* [Prompt]:
Gather, from the data below, each line in which the word "dead" occurs.

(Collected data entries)

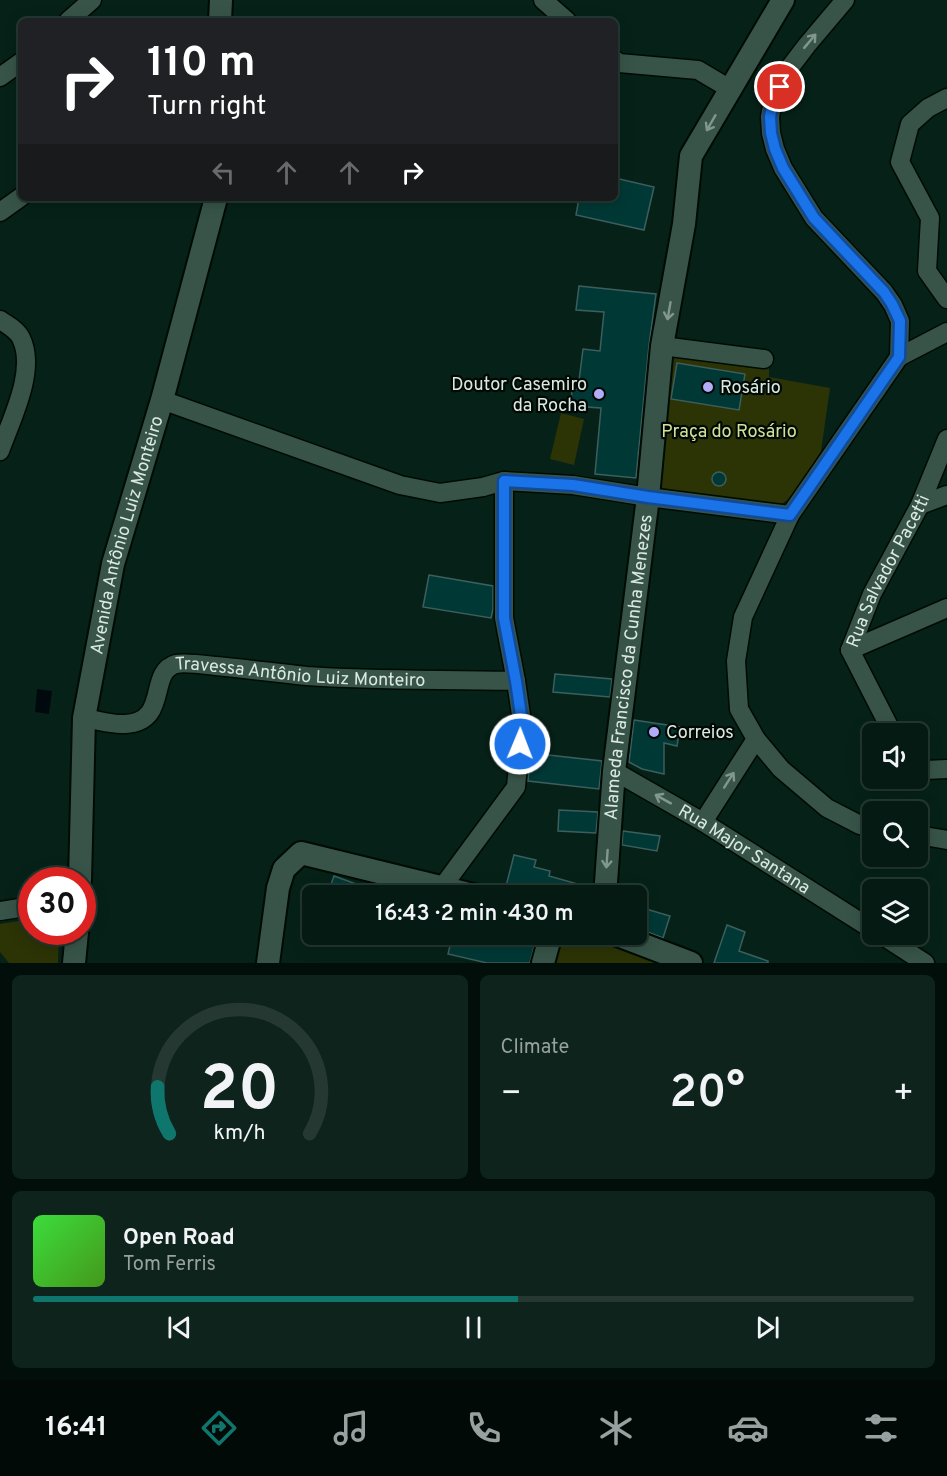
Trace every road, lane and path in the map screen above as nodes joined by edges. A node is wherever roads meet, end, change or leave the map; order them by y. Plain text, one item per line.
1 (92, 0) edge
2 (221, 0) edge
3 (783, 0) edge
4 (845, 0) edge
5 (548, 2) edge
6 (71, 18) edge
7 (220, 18) edge
8 (564, 18) edge
9 (618, 62) edge
10 (18, 64) edge
11 (0, 77) edge
12 (730, 89) junction
13 (947, 98) edge
14 (18, 199) edge
15 (215, 201) edge
16 (0, 212) edge
17 (947, 299) edge
18 (0, 320) edge
19 (947, 332) edge
20 (662, 346) junction
21 (899, 357) junction
22 (764, 359) dead end
23 (162, 400) junction
24 (947, 439) edge
25 (0, 451) edge
26 (504, 481) junction
27 (947, 495) edge
28 (648, 497) junction
29 (920, 505) junction
30 (790, 515) junction
31 (947, 608) edge
32 (850, 650) junction
33 (516, 681) junction
34 (84, 718) junction
35 (886, 723) edge
36 (756, 739) junction
37 (947, 769) edge
38 (928, 770) edge
39 (614, 771) junction
40 (703, 822) junction
41 (862, 825) edge
42 (928, 837) edge
43 (947, 840) edge
44 (80, 867) edge
45 (439, 885) edge
46 (444, 885) edge
47 (605, 885) edge
48 (18, 908) edge
49 (0, 911) edge
50 (862, 923) edge
51 (76, 945) edge
52 (548, 945) edge
53 (644, 945) edge
54 (897, 945) edge
55 (74, 963) edge
56 (268, 963) edge
57 (543, 963) edge
58 (691, 963) edge
59 (925, 963) edge

1 - 6 street
2 - 7 street
3 - 12 street, Alameda Francisco da Cunha Menezes
21 -> 4 street
5 - 8 street
9 - 12 street
10 - 11 street
12 -> 20 street, Alameda Francisco da Cunha Menezes
13 - 17 street
14 - 16 street
15 - 23 street, Avenida Antônio Luiz Monteiro
18 - 25 street
19 - 21 street
20 - 22 street
20 - 28 street, Alameda Francisco da Cunha Menezes
21 - 30 street
23 - 26 street
23 - 34 street, Avenida Antônio Luiz Monteiro
24 - 29 street, Rua Salvador Pacetti
26 - 28 street
26 - 33 street
27 - 29 street
28 - 30 street
28 - 39 street, Alameda Francisco da Cunha Menezes
29 - 32 street, Rua Salvador Pacetti
30 - 36 street
31 - 32 street
32 - 35 street, Rua Salvador Pacetti
33 - 34 street, Travessa Antônio Luiz Monteiro
33 - 46 street
34 - 44 street, Avenida Antônio Luiz Monteiro
40 -> 36 street
36 - 41 street
37 - 38 street
40 -> 39 street, Rua Major Santana
39 -> 47 street, Alameda Francisco da Cunha Menezes
40 - 50 street, Rua Major Santana
42 - 43 street
45 - 56 street
48 - 49 street
51 - 55 street
52 - 57 street
53 - 58 street
54 - 59 street

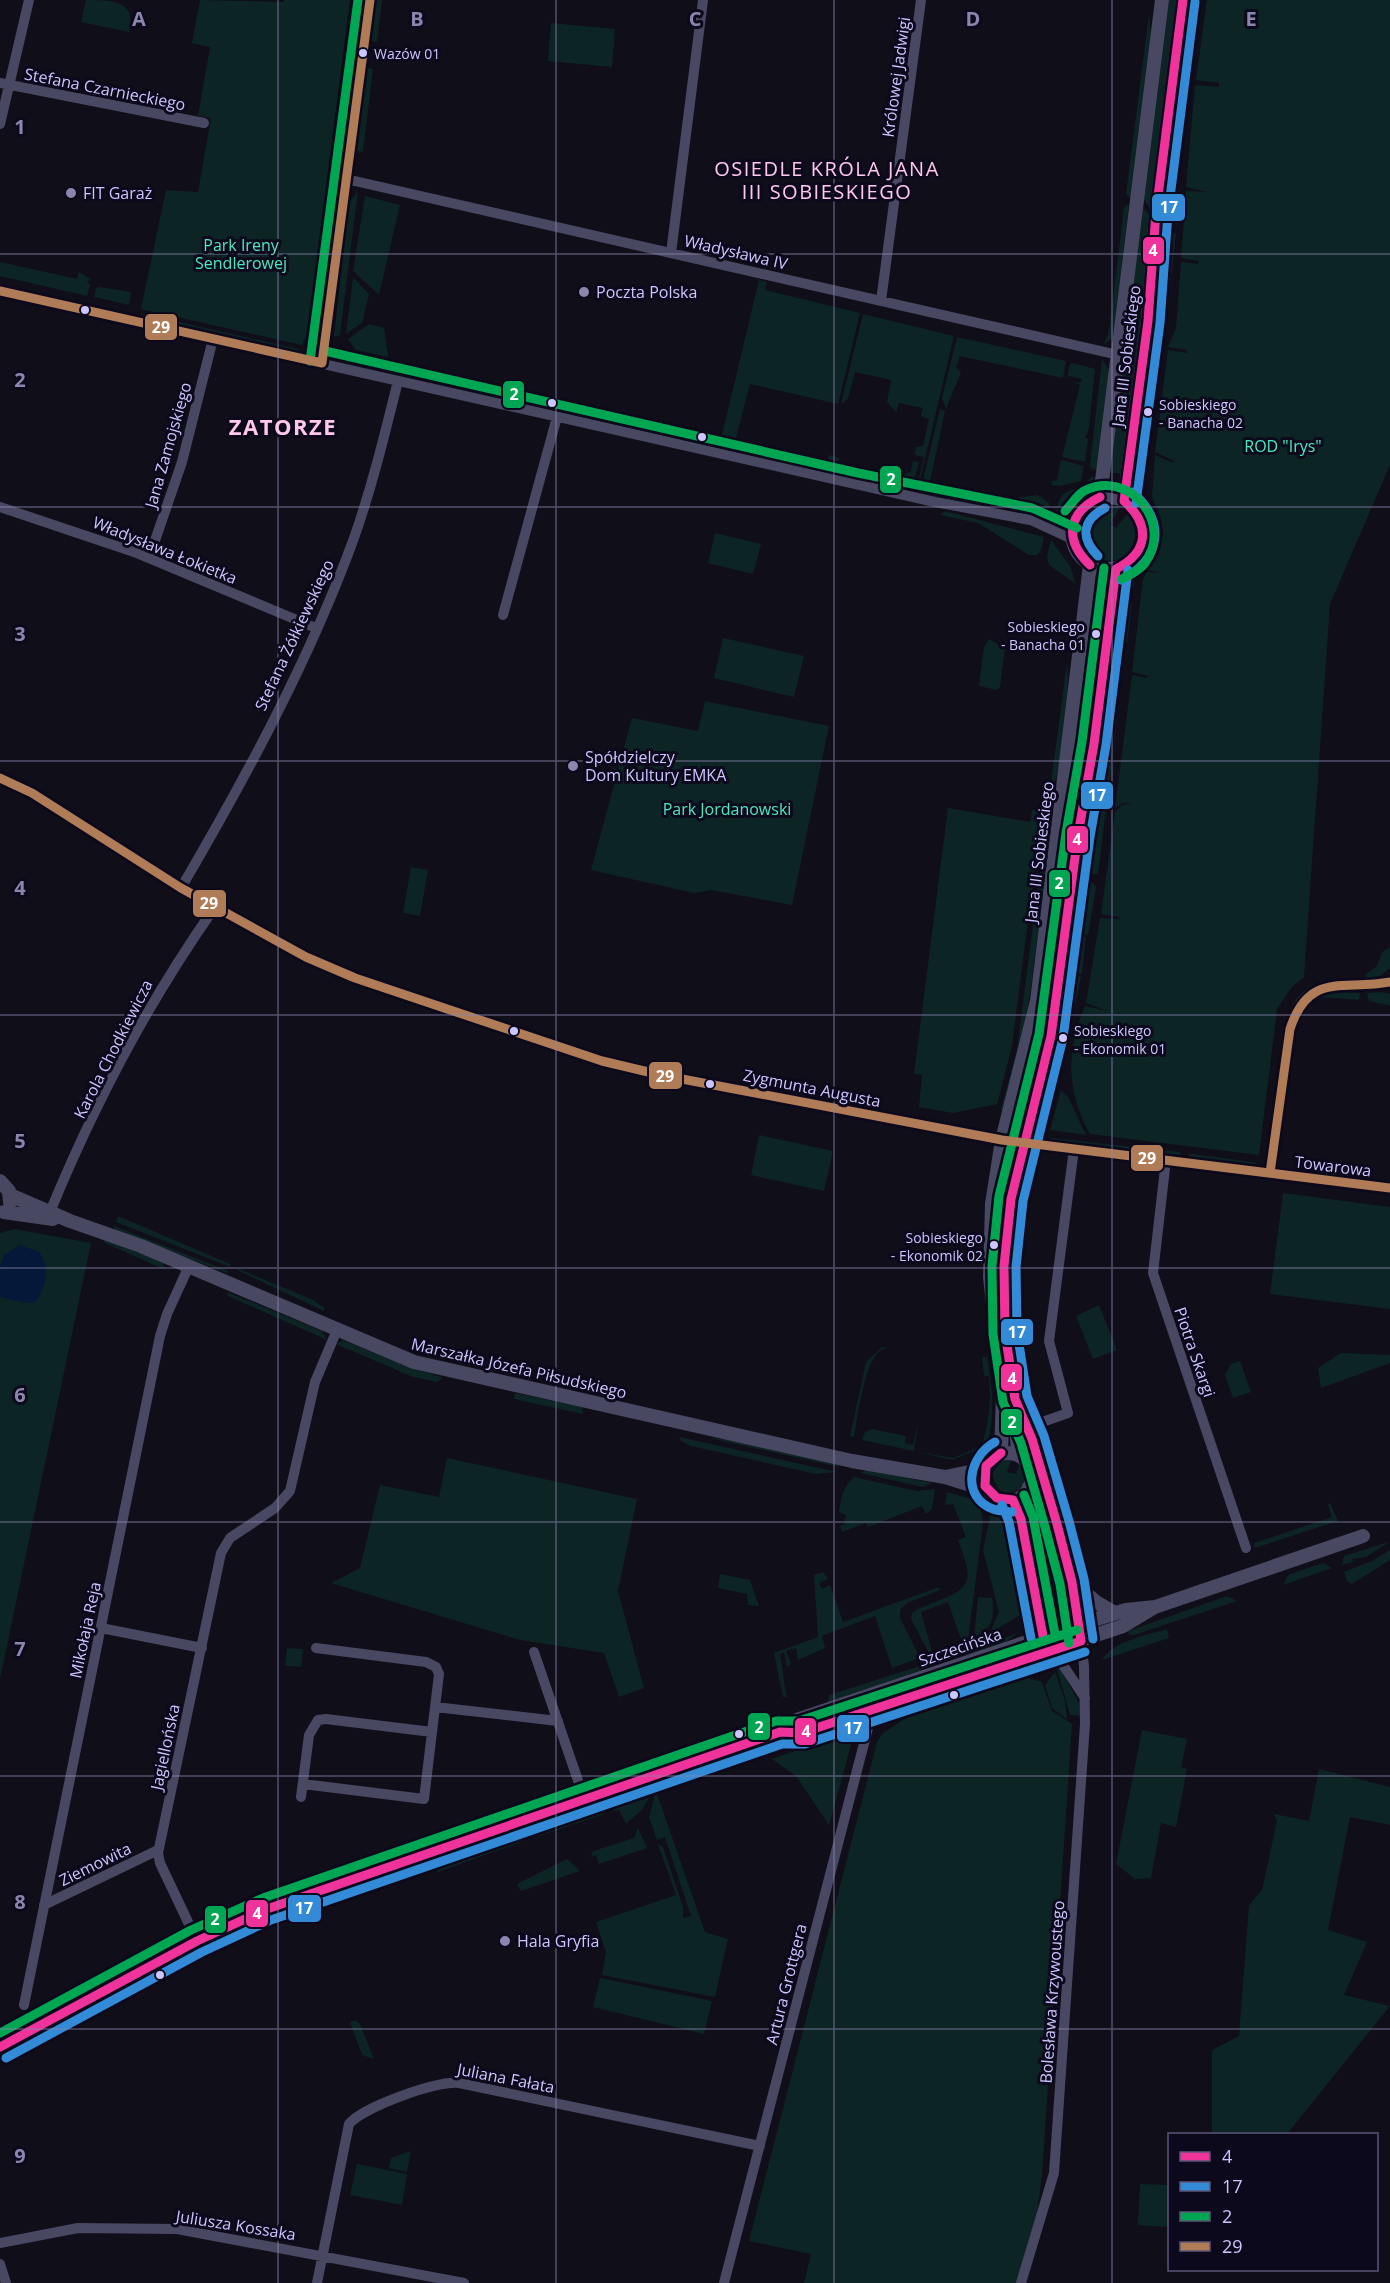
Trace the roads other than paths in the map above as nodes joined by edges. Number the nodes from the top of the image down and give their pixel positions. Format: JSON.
{"nodes":[{"id":1,"x":29,"y":0,"type":"edge"},
{"id":2,"x":370,"y":0,"type":"edge"},
{"id":3,"x":703,"y":0,"type":"edge"},
{"id":4,"x":921,"y":0,"type":"edge"},
{"id":5,"x":1162,"y":0,"type":"edge"},
{"id":6,"x":1183,"y":0,"type":"edge"},
{"id":7,"x":4,"y":84,"type":"edge"},
{"id":8,"x":204,"y":123,"type":"dead end"},
{"id":9,"x":0,"y":124,"type":"edge"},
{"id":10,"x":346,"y":179,"type":"junction"},
{"id":11,"x":671,"y":253,"type":"junction"},
{"id":12,"x":0,"y":291,"type":"edge"},
{"id":13,"x":881,"y":301,"type":"junction"},
{"id":14,"x":213,"y":339,"type":"junction"},
{"id":15,"x":1118,"y":355,"type":"junction"},
{"id":16,"x":322,"y":363,"type":"junction"},
{"id":17,"x":398,"y":381,"type":"junction"},
{"id":18,"x":557,"y":417,"type":"junction"},
{"id":19,"x":1100,"y":498,"type":"junction"},
{"id":20,"x":1124,"y":501,"type":"junction"},
{"id":21,"x":0,"y":507,"type":"edge"},
{"id":22,"x":1074,"y":519,"type":"junction"},
{"id":23,"x":1030,"y":520,"type":"junction"},
{"id":24,"x":1071,"y":539,"type":"junction"},
{"id":25,"x":148,"y":558,"type":"junction"},
{"id":26,"x":1090,"y":565,"type":"junction"},
{"id":27,"x":1116,"y":569,"type":"junction"},
{"id":28,"x":503,"y":615,"type":"dead end"},
{"id":29,"x":316,"y":628,"type":"junction"},
{"id":30,"x":0,"y":778,"type":"edge"},
{"id":31,"x":181,"y":888,"type":"junction"},
{"id":32,"x":215,"y":907,"type":"junction"},
{"id":33,"x":1390,"y":982,"type":"edge"},
{"id":34,"x":1002,"y":1140,"type":"junction"},
{"id":35,"x":1023,"y":1143,"type":"junction"},
{"id":36,"x":1074,"y":1149,"type":"junction"},
{"id":37,"x":1166,"y":1160,"type":"junction"},
{"id":38,"x":1270,"y":1173,"type":"junction"},
{"id":39,"x":0,"y":1181,"type":"edge"},
{"id":40,"x":1390,"y":1188,"type":"edge"},
{"id":41,"x":10,"y":1195,"type":"junction"},
{"id":42,"x":50,"y":1212,"type":"junction"},
{"id":43,"x":2,"y":1213,"type":"edge"},
{"id":44,"x":70,"y":1221,"type":"junction"},
{"id":45,"x":189,"y":1266,"type":"junction"},
{"id":46,"x":337,"y":1330,"type":"junction"},
{"id":47,"x":1015,"y":1399,"type":"junction"},
{"id":48,"x":1028,"y":1427,"type":"junction"},
{"id":49,"x":1001,"y":1454,"type":"junction"},
{"id":50,"x":1018,"y":1455,"type":"junction"},
{"id":51,"x":984,"y":1468,"type":"junction"},
{"id":52,"x":945,"y":1477,"type":"junction"},
{"id":53,"x":1029,"y":1487,"type":"junction"},
{"id":54,"x":987,"y":1490,"type":"junction"},
{"id":55,"x":1013,"y":1500,"type":"junction"},
{"id":56,"x":1057,"y":1524,"type":"junction"},
{"id":57,"x":1363,"y":1536,"type":"dead end"},
{"id":58,"x":1246,"y":1548,"type":"dead end"},
{"id":59,"x":1072,"y":1582,"type":"junction"},
{"id":60,"x":1155,"y":1607,"type":"junction"},
{"id":61,"x":1115,"y":1612,"type":"junction"},
{"id":62,"x":1077,"y":1625,"type":"junction"},
{"id":63,"x":101,"y":1628,"type":"junction"},
{"id":64,"x":1043,"y":1636,"type":"junction"},
{"id":65,"x":1081,"y":1641,"type":"junction"},
{"id":66,"x":316,"y":1647,"type":"dead end"},
{"id":67,"x":202,"y":1648,"type":"junction"},
{"id":68,"x":1053,"y":1650,"type":"junction"},
{"id":69,"x":534,"y":1652,"type":"dead end"},
{"id":70,"x":876,"y":1693,"type":"junction"},
{"id":71,"x":1085,"y":1698,"type":"junction"},
{"id":72,"x":435,"y":1707,"type":"junction"},
{"id":73,"x":873,"y":1711,"type":"junction"},
{"id":74,"x":558,"y":1721,"type":"junction"},
{"id":75,"x":432,"y":1732,"type":"junction"},
{"id":76,"x":780,"y":1732,"type":"junction"},
{"id":77,"x":303,"y":1784,"type":"junction"},
{"id":78,"x":301,"y":1797,"type":"dead end"},
{"id":79,"x":584,"y":1798,"type":"junction"},
{"id":80,"x":158,"y":1850,"type":"junction"},
{"id":81,"x":44,"y":1905,"type":"junction"},
{"id":82,"x":197,"y":1941,"type":"junction"},
{"id":83,"x":24,"y":2005,"type":"dead end"},
{"id":84,"x":0,"y":2047,"type":"edge"},
{"id":85,"x":760,"y":2146,"type":"junction"},
{"id":86,"x":0,"y":2242,"type":"edge"},
{"id":87,"x":323,"y":2255,"type":"junction"},
{"id":88,"x":0,"y":2264,"type":"edge"},
{"id":89,"x":6,"y":2283,"type":"edge"},
{"id":90,"x":317,"y":2283,"type":"edge"},
{"id":91,"x":464,"y":2283,"type":"edge"},
{"id":92,"x":724,"y":2283,"type":"edge"},
{"id":93,"x":1021,"y":2283,"type":"edge"}],
"edges":[{"from":1,"to":7,"type":"street"},
{"from":2,"to":10,"type":"street"},
{"from":3,"to":11,"type":"street"},
{"from":4,"to":13,"type":"street","name":"Królowej Jadwigi"},
{"from":5,"to":15,"type":"street","name":"Jana III Sobieskiego"},
{"from":6,"to":20,"type":"street","name":"Jana III Sobieskiego"},
{"from":7,"to":8,"type":"street","name":"Stefana Czarnieckiego"},
{"from":7,"to":9,"type":"street"},
{"from":10,"to":11,"type":"street","name":"Władysława IV"},
{"from":10,"to":16,"type":"street"},
{"from":11,"to":13,"type":"street","name":"Władysława IV"},
{"from":12,"to":14,"type":"street"},
{"from":13,"to":15,"type":"street","name":"Władysława IV"},
{"from":14,"to":16,"type":"street"},
{"from":14,"to":25,"type":"street","name":"Jana Zamojskiego"},
{"from":15,"to":19,"type":"street","name":"Jana III Sobieskiego"},
{"from":16,"to":17,"type":"street"},
{"from":17,"to":18,"type":"street"},
{"from":17,"to":29,"type":"street","name":"Stefana Żółkiewskiego"},
{"from":18,"to":23,"type":"street"},
{"from":18,"to":28,"type":"street"},
{"from":19,"to":20,"type":"street"},
{"from":19,"to":22,"type":"street"},
{"from":20,"to":27,"type":"street"},
{"from":21,"to":25,"type":"street","name":"Władysława Łokietka"},
{"from":22,"to":23,"type":"street"},
{"from":22,"to":24,"type":"street"},
{"from":23,"to":24,"type":"street"},
{"from":24,"to":26,"type":"street"},
{"from":25,"to":29,"type":"street","name":"Władysława Łokietka"},
{"from":26,"to":27,"type":"street"},
{"from":26,"to":34,"type":"street","name":"Jana III Sobieskiego"},
{"from":27,"to":35,"type":"street"},
{"from":29,"to":31,"type":"street","name":"Stefana Żółkiewskiego"},
{"from":30,"to":31,"type":"street","name":"Zygmunta Augusta"},
{"from":31,"to":32,"type":"street","name":"Zygmunta Augusta"},
{"from":32,"to":34,"type":"street","name":"Zygmunta Augusta"},
{"from":32,"to":42,"type":"street","name":"Karola Chodkiewicza"},
{"from":33,"to":38,"type":"street"},
{"from":34,"to":35,"type":"street"},
{"from":34,"to":49,"type":"street","name":"Jana III Sobieskiego"},
{"from":35,"to":36,"type":"street","name":"Towarowa"},
{"from":35,"to":47,"type":"street"},
{"from":36,"to":37,"type":"street","name":"Towarowa"},
{"from":36,"to":48,"type":"street"},
{"from":37,"to":38,"type":"street","name":"Towarowa"},
{"from":37,"to":58,"type":"street","name":"Piotra Skargi"},
{"from":38,"to":40,"type":"street","name":"Towarowa"},
{"from":39,"to":41,"type":"street"},
{"from":41,"to":42,"type":"street","name":"Marszałka Józefa Piłsudskiego"},
{"from":41,"to":43,"type":"street"},
{"from":42,"to":44,"type":"street","name":"Marszałka Józefa Piłsudskiego"},
{"from":43,"to":44,"type":"street","name":"Marszałka Józefa Piłsudskiego"},
{"from":44,"to":45,"type":"street","name":"Marszałka Józefa Piłsudskiego"},
{"from":45,"to":46,"type":"street","name":"Marszałka Józefa Piłsudskiego"},
{"from":45,"to":63,"type":"street","name":"Mikołaja Reja"},
{"from":46,"to":52,"type":"street","name":"Marszałka Józefa Piłsudskiego"},
{"from":46,"to":67,"type":"street","name":"Jagiellońska"},
{"from":47,"to":48,"type":"street"},
{"from":47,"to":50,"type":"street"},
{"from":48,"to":56,"type":"street"},
{"from":49,"to":50,"type":"street"},
{"from":49,"to":51,"type":"street"},
{"from":50,"to":53,"type":"street"},
{"from":51,"to":52,"type":"street","name":"Marszałka Józefa Piłsudskiego"},
{"from":51,"to":54,"type":"street"},
{"from":52,"to":54,"type":"street","name":"Marszałka Józefa Piłsudskiego"},
{"from":53,"to":55,"type":"street"},
{"from":53,"to":56,"type":"street"},
{"from":54,"to":55,"type":"street"},
{"from":55,"to":64,"type":"street"},
{"from":56,"to":59,"type":"street"},
{"from":57,"to":60,"type":"street","name":"Szczecińska"},
{"from":59,"to":61,"type":"street"},
{"from":59,"to":62,"type":"street"},
{"from":60,"to":61,"type":"street","name":"Szczecińska"},
{"from":60,"to":65,"type":"street","name":"Szczecińska"},
{"from":61,"to":62,"type":"street","name":"Szczecińska"},
{"from":62,"to":64,"type":"street","name":"Szczecińska"},
{"from":62,"to":65,"type":"street"},
{"from":63,"to":67,"type":"street"},
{"from":63,"to":81,"type":"street","name":"Mikołaja Reja"},
{"from":64,"to":68,"type":"street"},
{"from":64,"to":70,"type":"street","name":"Szczecińska"},
{"from":65,"to":68,"type":"street","name":"Szczecińska"},
{"from":65,"to":71,"type":"street","name":"Bolesława Krzywoustego"},
{"from":66,"to":72,"type":"street"},
{"from":67,"to":80,"type":"street","name":"Jagiellońska"},
{"from":68,"to":71,"type":"street"},
{"from":68,"to":73,"type":"street","name":"Szczecińska"},
{"from":69,"to":74,"type":"street"},
{"from":70,"to":73,"type":"street","name":"Artura Grottgera"},
{"from":70,"to":76,"type":"street","name":"Szczecińska"},
{"from":71,"to":93,"type":"street","name":"Bolesława Krzywoustego"},
{"from":72,"to":74,"type":"street"},
{"from":72,"to":75,"type":"street"},
{"from":73,"to":76,"type":"street","name":"Szczecińska"},
{"from":73,"to":85,"type":"street","name":"Artura Grottgera"},
{"from":74,"to":79,"type":"street"},
{"from":75,"to":77,"type":"street"},
{"from":75,"to":77,"type":"street"},
{"from":76,"to":79,"type":"street","name":"Szczecińska"},
{"from":77,"to":78,"type":"street"},
{"from":79,"to":82,"type":"street","name":"Szczecińska"},
{"from":80,"to":81,"type":"street","name":"Ziemowita"},
{"from":80,"to":82,"type":"street","name":"Jagiellońska"},
{"from":81,"to":83,"type":"street","name":"Mikołaja Reja"},
{"from":82,"to":84,"type":"street","name":"Szczecińska"},
{"from":85,"to":87,"type":"street","name":"Juliana Fałata"},
{"from":85,"to":92,"type":"street","name":"Artura Grottgera"},
{"from":86,"to":87,"type":"street","name":"Juliusza Kossaka"},
{"from":87,"to":90,"type":"street"},
{"from":87,"to":91,"type":"street","name":"Juliusza Kossaka"},
{"from":88,"to":89,"type":"street"}]}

* [Exercise response]:
22 (764, 359) dead end
{"id":8,"x":204,"y":123,"type":"dead end"},
{"id":28,"x":503,"y":615,"type":"dead end"},
{"id":57,"x":1363,"y":1536,"type":"dead end"},
{"id":58,"x":1246,"y":1548,"type":"dead end"},
{"id":66,"x":316,"y":1647,"type":"dead end"},
{"id":69,"x":534,"y":1652,"type":"dead end"},
{"id":78,"x":301,"y":1797,"type":"dead end"},
{"id":83,"x":24,"y":2005,"type":"dead end"},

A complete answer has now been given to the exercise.